Entrato in vigore il 10 marzo 1994, tale accordo per il cardinale «ha aperto una nuova fase nelle relazioni bilaterali, avviando un significativo cammino di cooperazione», e «si è concretizzato nella firma dell’Accordo sulla personalità giuridica della Chiesa, il cui processo di applicazione è prossimo alla conclusione, ed ha aperto un lungo e delicato processo negoziale in seno alla Commissione Bilaterale Permanente di Lavoro tra la Santa Sede e lo Stato di Israele per addivenire ad un Accordo sulle questioni finanziarie, che ci auguriamo possa presto concludersi». Di qui l’apprezzamento «per l’impegno assunto dallo Stato di Israele di assicurare alla Chiesa cattolica la libertà di svolgere la propria missione e portare il proprio contributo alla società israeliana».

Tra le varie attività della Chiesa, Parolin ha menzionato quella delle scuole cattoliche, che, «attraverso l’educazione ai valori fondamentali, al dialogo e al rispetto reciproco, favoriscono la creazione di una società più giusta e pacifica». «Ci auguriamo che non venga mai meno la coerenza con lo spirito dell’Accordo fondamentale per una rinnovata e proficua collaborazione con la Chiesa cattolica in Israele e che il Paese possa dimostrare con fierezza la viabilità della sua democrazia garantendo a tutti uguali diritti e pari opportunità per la costruzione di un futuro di pace e concordia», l’auspicio.  In questi 25 anni, ha ricordato il segretario di Stato, «si sono svolte importanti visite pontificie in Israele e delle Autorità israeliane in Vaticano, nonché numerose iniziative a favore del dialogo interreligioso», tra cui l’incontro di preghiera con i presidenti israeliano e palestinese, svoltosi l’8 giugno 2014 in Vaticano, in occasione del qual il Santo Padre ha invitato tutti, credenti e non credenti, a dedicare «un minuto per la pace».

«La Santa Sede e lo Stato di Israele sono chiamate ad unire le forze per favorire la libertà religiosa, di culto e di coscienza, quale condizione indispensabile per tutelare la dignità di ogni essere umano, e a lavorare insieme per combattere l’antisemitismo», ha detto il card.
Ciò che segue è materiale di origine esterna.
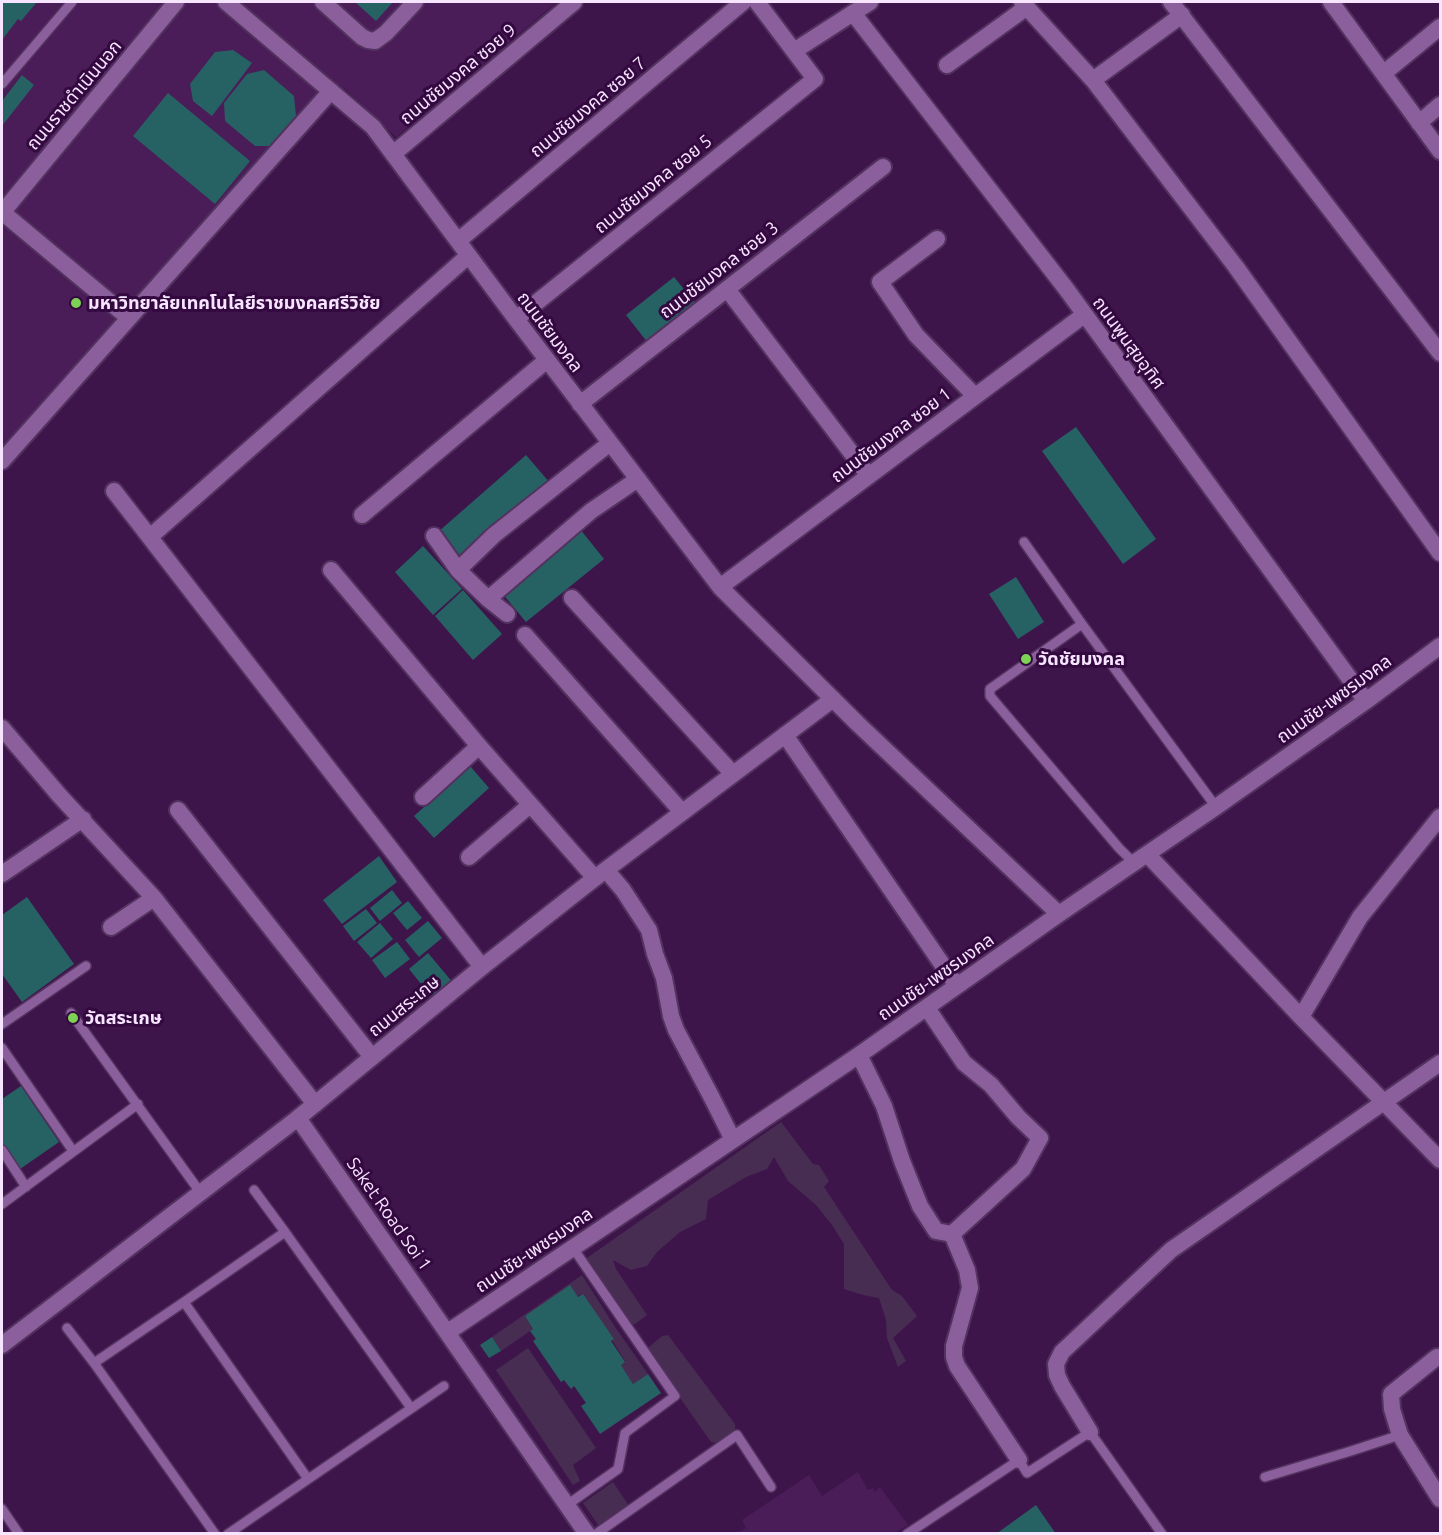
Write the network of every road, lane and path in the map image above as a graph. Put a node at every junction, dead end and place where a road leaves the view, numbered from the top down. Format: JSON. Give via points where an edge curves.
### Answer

Pietro Parolin. «Lungo questi anni, la Santa Sede e lo Stato d’Israele hanno dimostrato una comune responsabilità in tale lotta, impegno ribadito dall’Accordo Fondamentale, che deve proseguire nel combattere ogni forma di intolleranza religiosa e nel promuovere la comprensione reciproca tra le Nazioni, tolleranza tra le comunità e rispetto per la dignità e la vita umana», ha proseguito il cardinale, citando il discorso del Papa ai partecipanti alla Conferenza Internazionale sulla Responsabilità degli Stati, Istituzioni e individui nella lotta all’antisemitismo e ai crimini connessi all’odio antisemitico, svoltasi in Vaticano il 29 gennaio 2018, in cui il Santo Padre  ha ricordato che «per costruire la nostra storia, che sarà insieme o non sarà, abbiamo bisogno di una memoria comune, viva e fiduciosa, che non rimanga imprigionata nel risentimento ma, pur attraversata dalla notte del dolore, si dischiuda alla speranza di un’alba nuova. La Chiesa desidera tendere la mano. Desidera ricordare e camminare insieme». In questo percorso, come si legge nella dichiarazione conciliare Nostra aetate, la Chiesa, «memore del patrimonio che essa ha in comune con gli ebrei, e spinta non da motivi politici, ma da religiosa carità evangelica, deplora gli odi, le persecuzioni e tutte le manifestazioni dell’antisemitismo dirette contro gli ebrei in ogni tempo e da chiunque».